Sur la plateforme Quebec.ca, les autorités précisent toutefois que « cette mesure est exceptionnelle et [que] la personne devra être conseillée adéquatement pour être informée des risques potentiels associés à cette dose additionnelle, en comparaison des bénéfices du voyage planifié ». « Il n’existe actuellement aucune étude pour évaluer l’impact de cette dose additionnelle », convient-on également. Ce que confirme André Veillette. Une étude est en cours au Canada et aux États-Unis, mais ses résultats ne sont pas encore divulgués, a-t-il précisé.

Cependant, « il serait surprenant que des effets secondaires sévères soient présents pour un tel protocole », a affirmé Benoit Barbeau, professeur au département des sciences biologiques de l’Université du Québec à Montréal, par courriel.
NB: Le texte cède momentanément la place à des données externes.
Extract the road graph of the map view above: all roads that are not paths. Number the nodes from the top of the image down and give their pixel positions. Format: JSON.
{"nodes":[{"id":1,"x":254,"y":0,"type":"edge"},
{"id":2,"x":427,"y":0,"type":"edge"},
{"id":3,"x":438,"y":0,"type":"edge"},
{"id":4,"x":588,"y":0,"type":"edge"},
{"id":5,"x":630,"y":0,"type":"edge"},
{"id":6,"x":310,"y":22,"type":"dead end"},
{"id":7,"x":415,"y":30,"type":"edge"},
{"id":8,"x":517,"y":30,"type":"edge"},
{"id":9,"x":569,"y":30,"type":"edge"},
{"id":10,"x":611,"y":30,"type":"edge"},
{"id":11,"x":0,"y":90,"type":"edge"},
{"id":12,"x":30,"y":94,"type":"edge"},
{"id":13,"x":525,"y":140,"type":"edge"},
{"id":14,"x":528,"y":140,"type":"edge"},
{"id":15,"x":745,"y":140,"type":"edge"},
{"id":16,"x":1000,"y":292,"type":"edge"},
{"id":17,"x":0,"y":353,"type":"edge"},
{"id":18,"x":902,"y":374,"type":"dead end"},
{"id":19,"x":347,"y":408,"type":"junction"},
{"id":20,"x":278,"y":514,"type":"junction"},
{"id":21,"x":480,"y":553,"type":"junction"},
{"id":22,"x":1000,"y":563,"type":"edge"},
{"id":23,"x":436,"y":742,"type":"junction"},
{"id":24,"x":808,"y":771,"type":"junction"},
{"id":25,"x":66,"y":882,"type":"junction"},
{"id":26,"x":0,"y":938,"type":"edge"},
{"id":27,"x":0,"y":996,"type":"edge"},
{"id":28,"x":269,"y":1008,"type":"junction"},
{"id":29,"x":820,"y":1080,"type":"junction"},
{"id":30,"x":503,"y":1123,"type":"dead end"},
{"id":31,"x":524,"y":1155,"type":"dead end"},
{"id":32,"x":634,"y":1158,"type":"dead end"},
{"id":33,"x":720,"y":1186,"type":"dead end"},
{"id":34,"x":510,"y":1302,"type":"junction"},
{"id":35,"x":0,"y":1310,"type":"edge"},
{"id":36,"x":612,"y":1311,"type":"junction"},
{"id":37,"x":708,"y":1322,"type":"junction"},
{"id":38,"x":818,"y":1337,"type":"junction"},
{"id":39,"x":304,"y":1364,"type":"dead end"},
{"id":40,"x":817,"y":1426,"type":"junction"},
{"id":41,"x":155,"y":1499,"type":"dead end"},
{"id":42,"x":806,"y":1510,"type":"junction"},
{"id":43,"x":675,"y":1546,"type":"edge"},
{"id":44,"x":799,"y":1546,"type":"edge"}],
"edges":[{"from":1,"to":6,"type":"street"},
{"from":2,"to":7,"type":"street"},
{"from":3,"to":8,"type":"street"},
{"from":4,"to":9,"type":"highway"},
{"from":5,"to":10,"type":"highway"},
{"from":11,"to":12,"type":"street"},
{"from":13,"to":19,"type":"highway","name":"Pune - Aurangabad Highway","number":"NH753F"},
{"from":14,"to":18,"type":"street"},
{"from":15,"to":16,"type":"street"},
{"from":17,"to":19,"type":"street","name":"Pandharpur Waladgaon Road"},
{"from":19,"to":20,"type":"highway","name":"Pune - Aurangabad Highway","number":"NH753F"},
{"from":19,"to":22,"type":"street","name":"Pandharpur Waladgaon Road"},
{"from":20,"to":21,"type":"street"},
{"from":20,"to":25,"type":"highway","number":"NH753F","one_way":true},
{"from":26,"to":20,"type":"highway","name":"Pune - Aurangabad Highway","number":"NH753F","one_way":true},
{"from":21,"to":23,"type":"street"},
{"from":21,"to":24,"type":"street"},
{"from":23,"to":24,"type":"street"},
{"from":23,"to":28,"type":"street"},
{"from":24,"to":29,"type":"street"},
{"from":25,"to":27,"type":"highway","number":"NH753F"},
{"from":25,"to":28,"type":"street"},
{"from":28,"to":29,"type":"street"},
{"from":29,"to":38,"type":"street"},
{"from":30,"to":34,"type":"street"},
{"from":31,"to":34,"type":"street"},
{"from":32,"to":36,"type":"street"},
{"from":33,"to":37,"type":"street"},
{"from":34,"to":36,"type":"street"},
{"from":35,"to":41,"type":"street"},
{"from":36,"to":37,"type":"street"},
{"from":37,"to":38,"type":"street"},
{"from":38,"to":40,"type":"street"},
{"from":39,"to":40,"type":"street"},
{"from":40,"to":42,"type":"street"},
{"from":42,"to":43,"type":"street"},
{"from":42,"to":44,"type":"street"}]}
Comme certains pays et provinces recommandent aux gens ayant contracté la COVID-19 de recevoir deux doses de vaccin, la contraction de la maladie équivalant en quelque sorte à une troisième dose, les autorités auraient déjà été alertées si des complications survenaient dans ces cas, a expliqué le professeur. Enfin, le Royaume-Uni et Israël autorisent déjà l’administration de troisièmes doses, a souligné M. Barbeau.

Québec réitère néanmoins que partout au Canada, un calendrier mixte « incluant un vaccin à vecteur viral [comme AstraZeneca et Covishield] et un à ARNm est accepté comme tout à fait valide ». « Les gens qui ont reçu deux doses de Covishield, ou deux doses de vaccin d’AstraZeneca, ou l’un et l’autre, ou encore un de ces vaccins suivi d’un autre vaccin à ARNm (soit Pfizer-BioNTech ou Moderna) ont une bonne protection contre la COVID-19 », assure-t-on.

Par ailleurs, le gouvernement a aussi indiqué samedi qu’il « est actuellement en discussion avec le fédéral afin que des représentations soient faites pour que les vaccins [AstraZeneca] et Covishield soient reconnus de manière plus large au niveau international, de même que le calendrier mixte ».

58,0 %

Pourcentage des Québécois de 12 ans et plus ont reçu deux doses de vaccin, en date du 22 juillet

Source : INSPQ

83,3 %

Pourcentage des Québécois de 12 ans et plus qui ont reçu leur première injection contre la COVID-19, en date du 22 juillet

Source : INSPQ

La tranche d’âge des 18 à 29 ans est la portion de la population la moins vaccinée. Le 22 juillet, 70 % d’entre eux avaient reçu leur première dose de vaccin.